Required work ->
For every line below, output the text exactly and leave out images.

Data to use ->
---
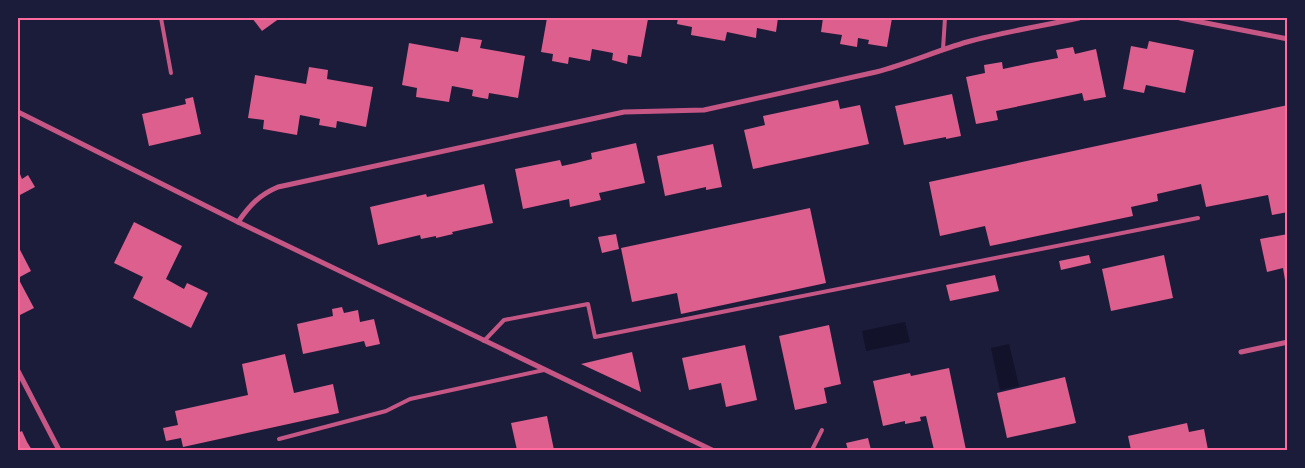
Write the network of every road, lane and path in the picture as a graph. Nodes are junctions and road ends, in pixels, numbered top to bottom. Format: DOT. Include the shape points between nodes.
graph roads {
  1 [pos="160,18"];
  2 [pos="945,18"];
  3 [pos="1079,18"];
  4 [pos="1180,18"];
  5 [pos="1288,39"];
  6 [pos="944,49"];
  7 [pos="171,74"];
  8 [pos="18,112"];
  9 [pos="1198,218"];
  10 [pos="238,222"];
  11 [pos="484,341"];
  12 [pos="1288,342"];
  13 [pos="1241,352"];
  14 [pos="18,370"];
  15 [pos="544,370"];
  16 [pos="822,430"];
  17 [pos="279,439"];
  18 [pos="59,450"];
  19 [pos="712,450"];
  20 [pos="812,450"];
  1 -- 7 [label="lane"];
  2 -- 6 [label="lane"];
  3 -- 6 [label="street"];
  4 -- 5 [label="street"];
  6 -- 10 [label="street" via="900,66 704,110 624,112 278,187 254,200"];
  8 -- 10 [label="street"];
  9 -- 11 [label="lane" via="595,337 588,304 504,320"];
  10 -- 11 [label="street"];
  11 -- 15 [label="street"];
  12 -- 13 [label="street"];
  14 -- 18 [label="street"];
  15 -- 17 [label="lane" via="410,399 386,411"];
  15 -- 19 [label="street"];
  16 -- 20 [label="lane"];
}
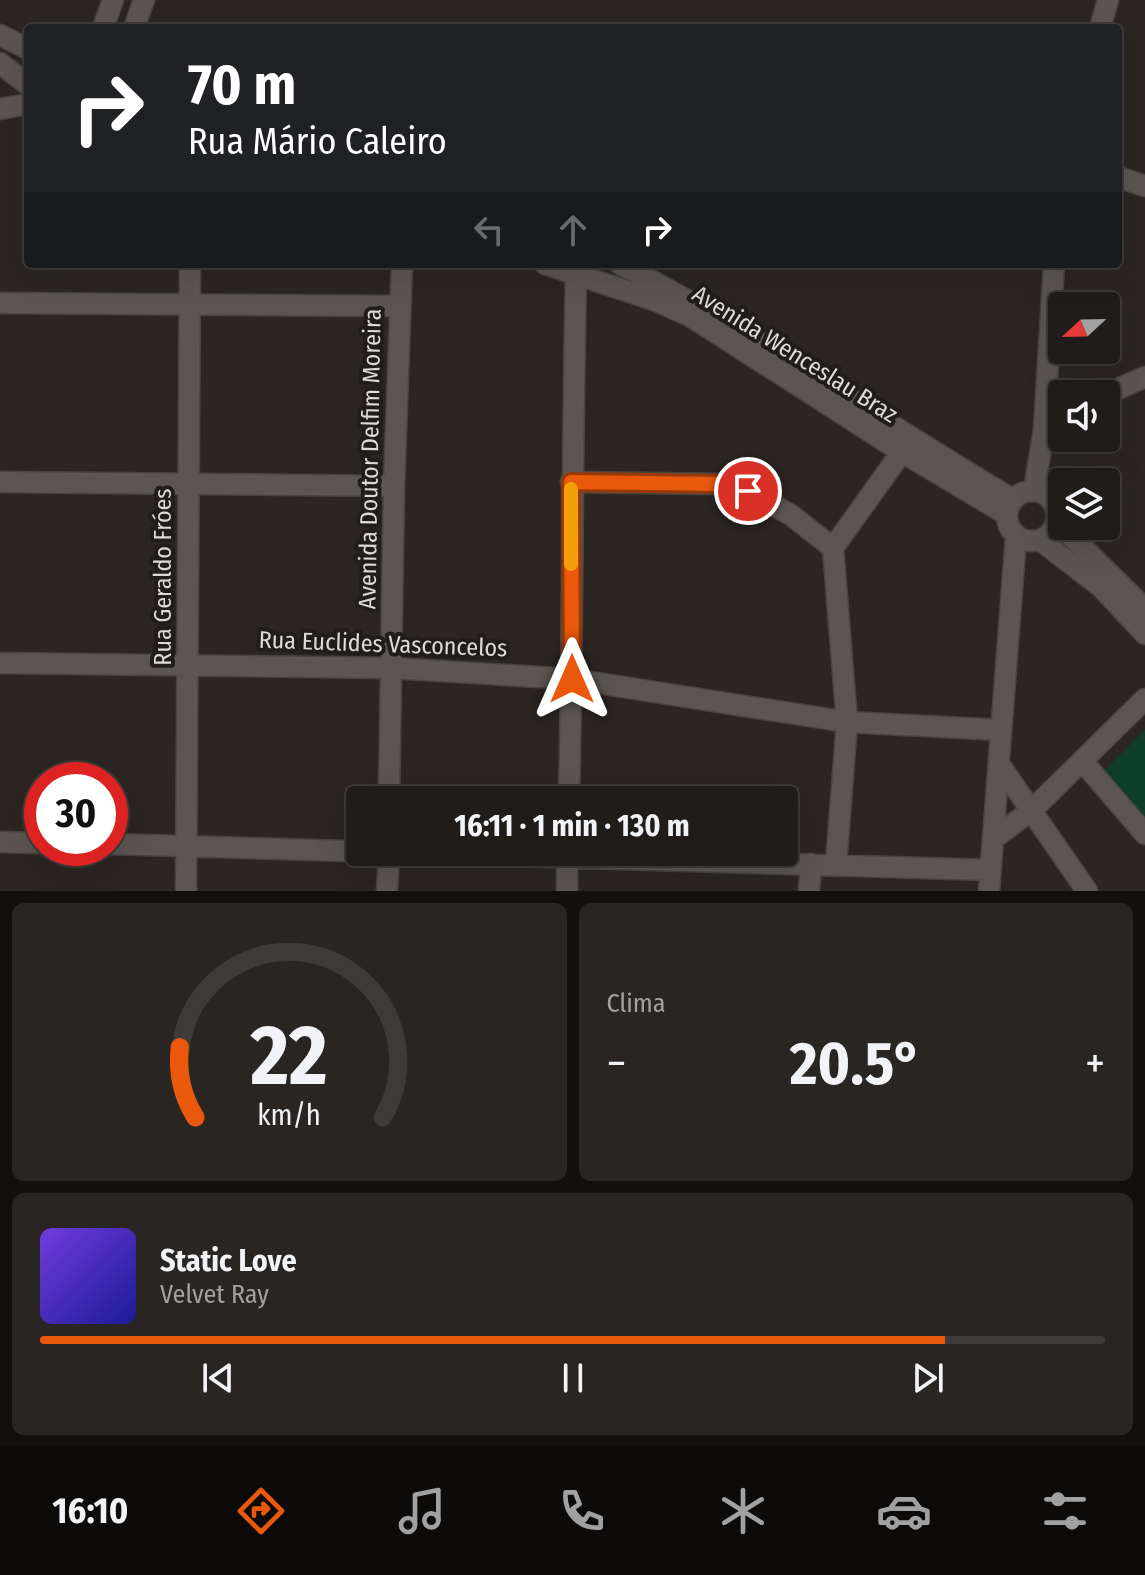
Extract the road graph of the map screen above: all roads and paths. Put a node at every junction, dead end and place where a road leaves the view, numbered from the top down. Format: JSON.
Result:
---
Result of the task ->
Write the network of every road, lane and path in the picture as a graph. Nodes are junctions and road ends, in pixels, numbered top to bottom. Format: DOT. Include the shape points between nodes.
graph roads {
  1 [pos="160,18"];
  2 [pos="945,18"];
  3 [pos="1079,18"];
  4 [pos="1180,18"];
  5 [pos="1288,39"];
  6 [pos="944,49"];
  7 [pos="171,74"];
  8 [pos="18,112"];
  9 [pos="1198,218"];
  10 [pos="238,222"];
  11 [pos="484,341"];
  12 [pos="1288,342"];
  13 [pos="1241,352"];
  14 [pos="18,370"];
  15 [pos="544,370"];
  16 [pos="822,430"];
  17 [pos="279,439"];
  18 [pos="59,450"];
  19 [pos="712,450"];
  20 [pos="812,450"];
  1 -- 7 [label="lane"];
  2 -- 6 [label="lane"];
  3 -- 6 [label="street"];
  4 -- 5 [label="street"];
  6 -- 10 [label="street" via="900,66 704,110 624,112 278,187 254,200"];
  8 -- 10 [label="street"];
  9 -- 11 [label="lane" via="595,337 588,304 504,320"];
  10 -- 11 [label="street"];
  11 -- 15 [label="street"];
  12 -- 13 [label="street"];
  14 -- 18 [label="street"];
  15 -- 17 [label="lane" via="410,399 386,411"];
  15 -- 19 [label="street"];
  16 -- 20 [label="lane"];
}
Extract the road graph of the map screen above: all roads and paths. Put a node at every junction, dead end and place where a road leaves the view, numbered from the top down. Format: JSON.
Result:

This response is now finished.